It's easy to forget that politics is about public service. Between the headlines, sound bites, and snap shots, the depiction that's often portrayed is something altogether different.

With Congress's abysmal 18 percent approval rating, most Americans view those in the profession as self-serving rather than serving the public who put them there.

But as the first session of the 113th Congress officially begins, lawmakers - new and old, Republican and Democrat - were reminded that they are called first to be servants.

In a rare and intimate gathering at St. Peter's Catholic Church on Capitol Hill, House Chaplain Patrick Conroy led a bipartisan prayer service and instructed members to be mindful of that calling.

"Being a member of Congress, and perhaps being a person of faith, is about understanding oneself as a servant," he told CBN News. "Not as a politician or not as a person with power and authority, which all those things are true, but rather to focus on what it would mean to have power and authority as a servant."

After winning re-election as Speaker of the House for a second term, Rep. John Boehner, R-Ohio, continued on that theme.

"Public service was never meant to be an easy living," Boehner said in his emotional address. "If you have come here humbled by the opportunity to serve; if you have come here to be the determined voice of the people; if you have come here to carry the standard of leadership demanded not just by our constituents but by the times, then you have come to the right place."

Alluding to the Old Testament book of Ecclesiastes, Mr. Boehner also said: "There is a time for every purpose under Heaven. For the 113th Congress, it is a time to rise."

Read an excerpt from Chaplain Conroy's interview about the significance of the Bipartisan Prayer Service below:

"I think that things like prayer services, or things like a terrible tragedy like we just experienced that bring people together in something that is a shared or common goal or common experience or common affect are things that call us to our better selves or challenge us to be above the smaller things that separate us ...

When it comes to things like interfaith prayer, I believe we humans unless God convenes the gathering, our attempts pale. So in the wake of the great tragedy in Connecticut, those kind of huge things that bring people together make for powerful interfaith prayer experiences. And something like an election that convenes a Congress, 435 people who are now brought together by something much bigger than their choosing to get together. They're getting together not because they got in touch with one another ...

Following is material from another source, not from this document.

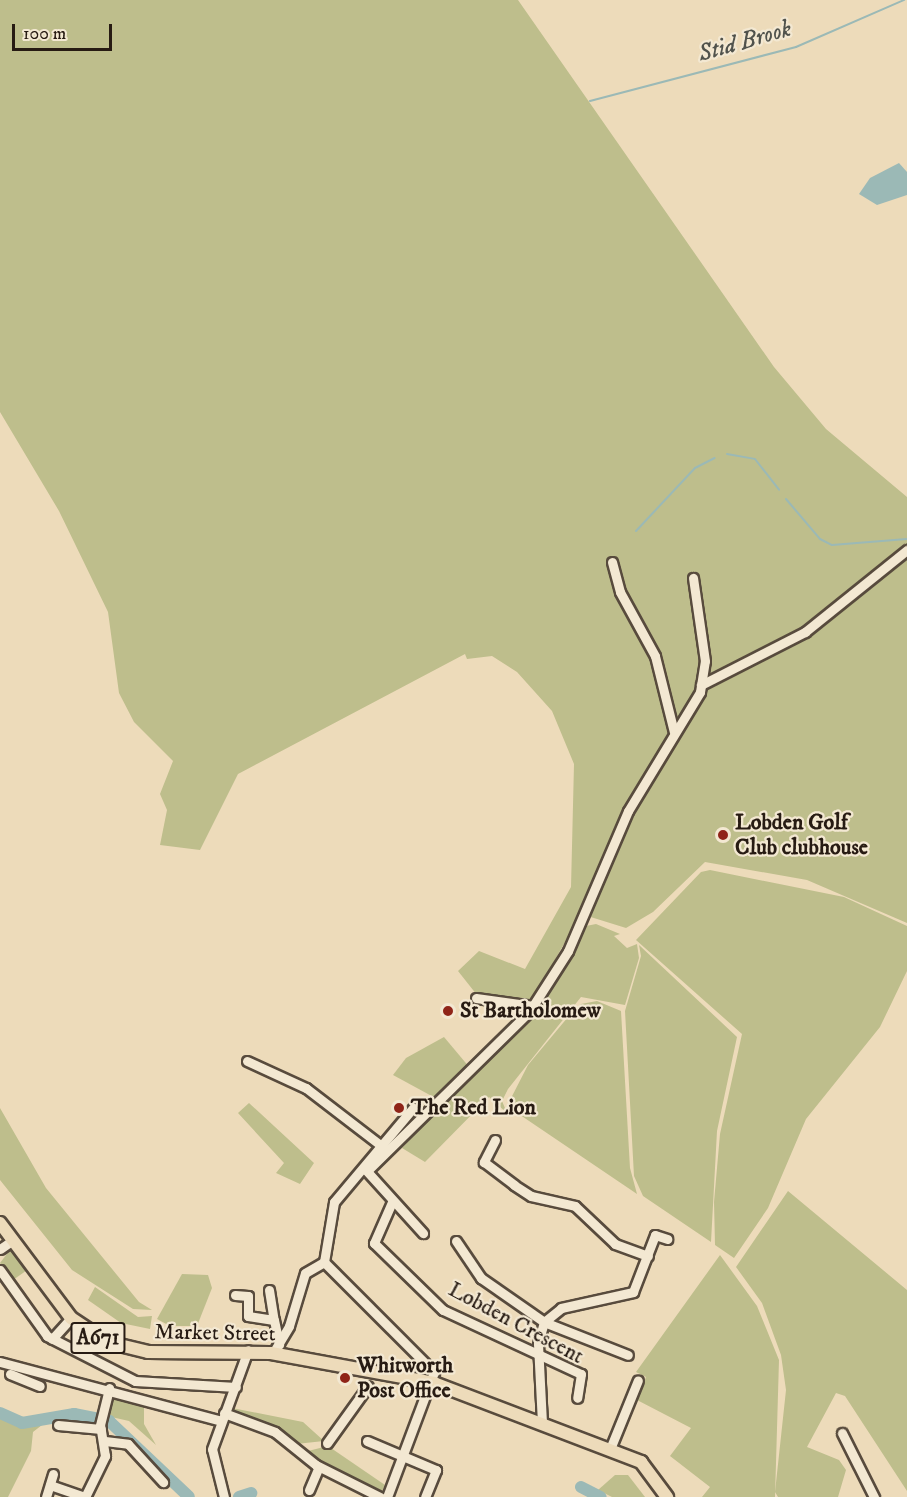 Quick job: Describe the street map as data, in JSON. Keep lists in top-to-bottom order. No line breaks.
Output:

No, there's something bigger than them, like the voting population of the united states has brought them together. So that coming together, being called together by something much bigger than themselves, I think it's an important time to acknowledge those truths about who we are overtly or publicly. Most people interact with them and with us as the role that we're meeting them someone who's meeting with us because we have position, or because we have power, or because we have authority and not so much because we're servants."